Originally published in the Society of Children’s Book Writers and Illustrators Bulletin, March/April 2007
It’s very easy to fall in love with your characters, but it can be detrimental to your plotting. How many times have you heard a writer affectionately refer to his or her manuscript as “my baby”? I practically never call my young adult novels by their titles, but lovingly refer to them as “Kami’s book”, “Molly’s book” and “Susan’s book” and I do that because these three main characters have become best friends to me.
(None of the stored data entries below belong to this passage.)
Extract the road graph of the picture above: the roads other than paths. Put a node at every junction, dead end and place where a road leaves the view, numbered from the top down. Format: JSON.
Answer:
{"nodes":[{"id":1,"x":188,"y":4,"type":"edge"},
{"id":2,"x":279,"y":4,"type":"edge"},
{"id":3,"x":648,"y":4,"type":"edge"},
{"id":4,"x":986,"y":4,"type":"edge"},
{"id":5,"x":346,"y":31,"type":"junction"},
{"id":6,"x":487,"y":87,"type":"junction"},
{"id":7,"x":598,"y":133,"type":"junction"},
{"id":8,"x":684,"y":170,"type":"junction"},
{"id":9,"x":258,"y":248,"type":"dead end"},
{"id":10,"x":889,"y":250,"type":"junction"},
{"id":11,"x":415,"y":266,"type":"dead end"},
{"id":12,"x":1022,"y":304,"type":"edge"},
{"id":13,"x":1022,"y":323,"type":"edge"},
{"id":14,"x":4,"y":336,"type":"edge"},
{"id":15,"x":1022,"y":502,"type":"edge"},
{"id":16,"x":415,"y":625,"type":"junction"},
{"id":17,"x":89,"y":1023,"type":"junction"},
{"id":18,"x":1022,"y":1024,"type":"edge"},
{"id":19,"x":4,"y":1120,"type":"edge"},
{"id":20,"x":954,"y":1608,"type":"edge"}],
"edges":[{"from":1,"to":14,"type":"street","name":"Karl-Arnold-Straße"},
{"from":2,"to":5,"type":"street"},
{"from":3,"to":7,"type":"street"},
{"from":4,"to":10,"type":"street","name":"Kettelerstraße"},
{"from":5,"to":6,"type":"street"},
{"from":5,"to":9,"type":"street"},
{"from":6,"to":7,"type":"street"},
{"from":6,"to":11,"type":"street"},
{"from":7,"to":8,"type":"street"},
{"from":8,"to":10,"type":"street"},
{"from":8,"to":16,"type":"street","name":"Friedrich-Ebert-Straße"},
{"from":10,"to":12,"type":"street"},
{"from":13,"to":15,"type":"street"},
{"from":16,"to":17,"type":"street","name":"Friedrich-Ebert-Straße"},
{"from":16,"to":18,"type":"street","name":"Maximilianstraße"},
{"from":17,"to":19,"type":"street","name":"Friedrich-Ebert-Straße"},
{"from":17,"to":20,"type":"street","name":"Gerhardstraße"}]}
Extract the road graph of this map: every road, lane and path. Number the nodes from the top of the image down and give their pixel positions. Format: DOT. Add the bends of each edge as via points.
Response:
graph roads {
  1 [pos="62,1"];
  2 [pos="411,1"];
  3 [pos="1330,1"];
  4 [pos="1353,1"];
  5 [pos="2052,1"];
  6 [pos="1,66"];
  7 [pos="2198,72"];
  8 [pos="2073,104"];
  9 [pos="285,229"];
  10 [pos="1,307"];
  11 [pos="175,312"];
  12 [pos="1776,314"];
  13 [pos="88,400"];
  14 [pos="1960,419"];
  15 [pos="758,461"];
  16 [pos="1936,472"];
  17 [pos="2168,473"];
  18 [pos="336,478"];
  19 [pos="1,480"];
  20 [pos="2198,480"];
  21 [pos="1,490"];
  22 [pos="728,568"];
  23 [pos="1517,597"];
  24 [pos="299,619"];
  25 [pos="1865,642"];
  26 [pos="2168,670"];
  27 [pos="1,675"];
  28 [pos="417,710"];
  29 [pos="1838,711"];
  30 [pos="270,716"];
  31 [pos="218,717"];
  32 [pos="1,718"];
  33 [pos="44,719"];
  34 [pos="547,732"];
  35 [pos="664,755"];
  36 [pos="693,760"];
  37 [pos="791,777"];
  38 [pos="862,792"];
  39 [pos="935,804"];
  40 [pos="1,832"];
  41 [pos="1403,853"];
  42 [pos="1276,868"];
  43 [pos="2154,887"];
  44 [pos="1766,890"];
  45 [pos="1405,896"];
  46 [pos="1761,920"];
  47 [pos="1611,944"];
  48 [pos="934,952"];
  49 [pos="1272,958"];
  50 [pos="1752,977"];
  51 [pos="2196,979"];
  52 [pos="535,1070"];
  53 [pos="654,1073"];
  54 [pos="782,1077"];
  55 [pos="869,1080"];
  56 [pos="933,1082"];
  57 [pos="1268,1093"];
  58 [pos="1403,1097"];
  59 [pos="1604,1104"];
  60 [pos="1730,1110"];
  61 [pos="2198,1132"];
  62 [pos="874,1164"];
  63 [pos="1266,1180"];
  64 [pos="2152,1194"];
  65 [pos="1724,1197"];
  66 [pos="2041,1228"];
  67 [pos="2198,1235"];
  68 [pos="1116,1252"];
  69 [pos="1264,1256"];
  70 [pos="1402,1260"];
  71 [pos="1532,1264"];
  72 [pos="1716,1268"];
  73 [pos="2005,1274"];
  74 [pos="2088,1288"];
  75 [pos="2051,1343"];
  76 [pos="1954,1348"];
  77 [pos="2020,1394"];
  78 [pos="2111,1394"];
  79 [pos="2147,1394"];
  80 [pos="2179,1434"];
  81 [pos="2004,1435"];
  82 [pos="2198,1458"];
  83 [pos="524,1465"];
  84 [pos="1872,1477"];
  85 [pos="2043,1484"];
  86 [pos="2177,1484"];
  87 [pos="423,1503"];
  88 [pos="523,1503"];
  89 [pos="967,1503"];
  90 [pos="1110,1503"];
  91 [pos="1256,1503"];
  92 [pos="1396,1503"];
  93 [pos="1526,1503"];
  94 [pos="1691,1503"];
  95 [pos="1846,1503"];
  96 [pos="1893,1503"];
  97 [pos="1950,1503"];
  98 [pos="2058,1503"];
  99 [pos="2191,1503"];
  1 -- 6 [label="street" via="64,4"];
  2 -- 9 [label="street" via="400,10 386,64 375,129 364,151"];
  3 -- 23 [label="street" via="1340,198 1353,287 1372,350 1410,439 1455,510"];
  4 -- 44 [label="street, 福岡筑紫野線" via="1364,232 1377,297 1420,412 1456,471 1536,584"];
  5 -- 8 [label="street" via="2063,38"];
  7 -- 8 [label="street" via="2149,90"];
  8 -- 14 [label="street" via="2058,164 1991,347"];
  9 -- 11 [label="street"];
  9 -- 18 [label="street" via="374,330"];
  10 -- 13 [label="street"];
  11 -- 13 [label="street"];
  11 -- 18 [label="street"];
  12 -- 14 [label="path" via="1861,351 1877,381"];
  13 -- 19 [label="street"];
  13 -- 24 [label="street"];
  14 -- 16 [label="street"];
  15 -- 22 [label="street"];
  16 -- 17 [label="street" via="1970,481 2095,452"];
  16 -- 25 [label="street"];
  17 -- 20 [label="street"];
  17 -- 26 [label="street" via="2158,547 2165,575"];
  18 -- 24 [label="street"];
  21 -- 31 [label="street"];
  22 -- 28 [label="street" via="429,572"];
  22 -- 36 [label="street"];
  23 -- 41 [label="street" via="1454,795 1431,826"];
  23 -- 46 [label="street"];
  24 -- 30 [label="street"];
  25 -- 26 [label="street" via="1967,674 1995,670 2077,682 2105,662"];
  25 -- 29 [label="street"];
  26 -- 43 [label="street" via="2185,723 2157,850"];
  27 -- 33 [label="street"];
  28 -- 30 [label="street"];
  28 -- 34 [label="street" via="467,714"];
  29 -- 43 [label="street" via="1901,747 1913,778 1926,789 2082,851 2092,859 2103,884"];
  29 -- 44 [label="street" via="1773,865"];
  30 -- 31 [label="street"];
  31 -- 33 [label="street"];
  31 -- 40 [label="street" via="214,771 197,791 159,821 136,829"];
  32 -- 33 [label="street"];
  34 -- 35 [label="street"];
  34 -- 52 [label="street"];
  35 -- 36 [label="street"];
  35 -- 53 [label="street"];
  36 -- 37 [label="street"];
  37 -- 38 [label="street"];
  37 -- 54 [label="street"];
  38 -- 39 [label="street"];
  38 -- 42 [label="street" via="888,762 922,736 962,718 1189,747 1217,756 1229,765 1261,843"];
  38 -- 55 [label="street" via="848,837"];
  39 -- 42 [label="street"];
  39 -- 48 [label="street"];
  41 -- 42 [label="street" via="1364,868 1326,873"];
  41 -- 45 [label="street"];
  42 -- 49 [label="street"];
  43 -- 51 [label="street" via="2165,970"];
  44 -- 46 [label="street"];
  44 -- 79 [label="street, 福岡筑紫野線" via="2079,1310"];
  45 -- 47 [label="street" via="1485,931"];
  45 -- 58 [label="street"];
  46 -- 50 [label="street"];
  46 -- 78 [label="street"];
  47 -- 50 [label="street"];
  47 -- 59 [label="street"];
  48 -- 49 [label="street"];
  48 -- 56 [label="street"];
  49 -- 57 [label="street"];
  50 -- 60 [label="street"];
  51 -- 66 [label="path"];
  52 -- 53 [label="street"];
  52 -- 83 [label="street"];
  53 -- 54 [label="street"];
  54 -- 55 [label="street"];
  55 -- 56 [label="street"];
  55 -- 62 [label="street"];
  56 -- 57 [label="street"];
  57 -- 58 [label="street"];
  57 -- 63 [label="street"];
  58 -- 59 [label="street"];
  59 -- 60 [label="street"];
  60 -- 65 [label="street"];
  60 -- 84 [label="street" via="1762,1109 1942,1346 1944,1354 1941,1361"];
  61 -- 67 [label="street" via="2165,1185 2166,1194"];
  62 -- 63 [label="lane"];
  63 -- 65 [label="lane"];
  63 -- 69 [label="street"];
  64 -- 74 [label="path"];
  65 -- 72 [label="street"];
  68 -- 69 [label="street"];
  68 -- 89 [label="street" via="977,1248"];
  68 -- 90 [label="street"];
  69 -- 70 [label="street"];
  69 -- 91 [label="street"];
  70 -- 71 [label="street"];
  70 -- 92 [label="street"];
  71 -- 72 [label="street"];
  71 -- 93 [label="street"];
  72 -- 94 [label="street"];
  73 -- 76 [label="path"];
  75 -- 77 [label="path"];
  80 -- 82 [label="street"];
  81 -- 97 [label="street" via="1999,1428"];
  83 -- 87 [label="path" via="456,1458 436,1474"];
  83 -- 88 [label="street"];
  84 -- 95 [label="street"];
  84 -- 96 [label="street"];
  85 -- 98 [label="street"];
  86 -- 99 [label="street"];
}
When you’ve finished the writing, love them all you want, but while you’re working on that first draft (or twentieth) it doesn’t help you much at all to care about them. It’s not hard to remember to keep the character’s main desire from them because that’s Writing 101. However, in the past I inadvertently became so close to my characters that every time they wanted something small, they got it. Why? Because I couldn’t bear to see them go without, be disappointed, or deprive them of anything they desired. The main problem with that was then my manuscripts didn’t have any dramatic tension, no action.
It’s also very easy to fall into the habit of giving your characters what they want because not only is it easier, but your brain is very good at disguising this as moving the plot forward. For example, in my first draft of Kami’s book, my character needed a job when she returned to her hometown. They’d loved her at her old job, so when she walked in the front doors her boss welcomed her back. It made the most sense because she really needed some money to find an apartment and she only had two weeks to sort herself out. There was never any question about her finding a job because if she didn’t, she’d have to return to her parents’ house, end of story. My plan was that finding the apartment was going to be the hard part and getting the job quickly moved the story forward effectively.
However, when I went back through the manuscript and consciously tried to make things harder on Kami, I realized how much more interesting it would be if she walked into her former place of employment and the boss she’d worked for had been fired for stealing. Now, not only did she not have a job, but she was suspect because she’d worked for the thief. That eliminated all the company’s other locations for possible employment and forced her to rethink her plan. Now, as a writer, you might have read the above example and thought, “Well, duh,” and you’d be right. It was kind of an obvious one, after the fact. However, as far as importance of plot points go, on a scale of one to a hundred, it was somewhere in the 30 range, so it was easier to have missed than you might think. That’s why once I’ve got the general story down, I specifically look for places I’ve been too nice and try to make them more challenging for my character. Once you’ve fixed the “big” ones, then it’s time to look for the little ones. When I think I’ve finished a manuscript, I go over it beat by beat, looking for scenes that have fallen through the cracks. They don’t really harm the manuscript as a whole, but I can make my writing so much stronger if I change them. While you do want your character to get some things they want (otherwise the reader will feel really badly for them and probably also a little depressed), it’s not a bad idea for someone to take the last jelly doughnut, leaving him with glazed, or for her to have to sleep in her car for a night because she forgot her house key.
The reason to do this is because tension begets tension and will lead you new places. For instance, your character gets home late at night and has forgotten her house key. She can wake everyone up, maybe get a dressing down and then the story goes on OR she can sleep in her car, get a crick in her neck which in turn affects everything that happens the next day in a physically painful way. By being a little harder on her, you’ve created more dramatic tension, but you haven’t really even changed the story.
When you read someone else’s manuscript, detecting where they’ve been too easy on a character is much more obvious. That’s why, when I hand my draft over to my critique group, I specifically ask them to look for things that seem a little too coincidental, lazy, or have that deus ex machina feeling. Don’t worry about being mean, concern yourself with not being mean enough. We all want to be a nice person, but when you’re writing, being tough is your job and you’re only making the characters and the story stronger. There will be plenty of time for you to love them after you’ve made their life as hard as possible. Like on that book tour.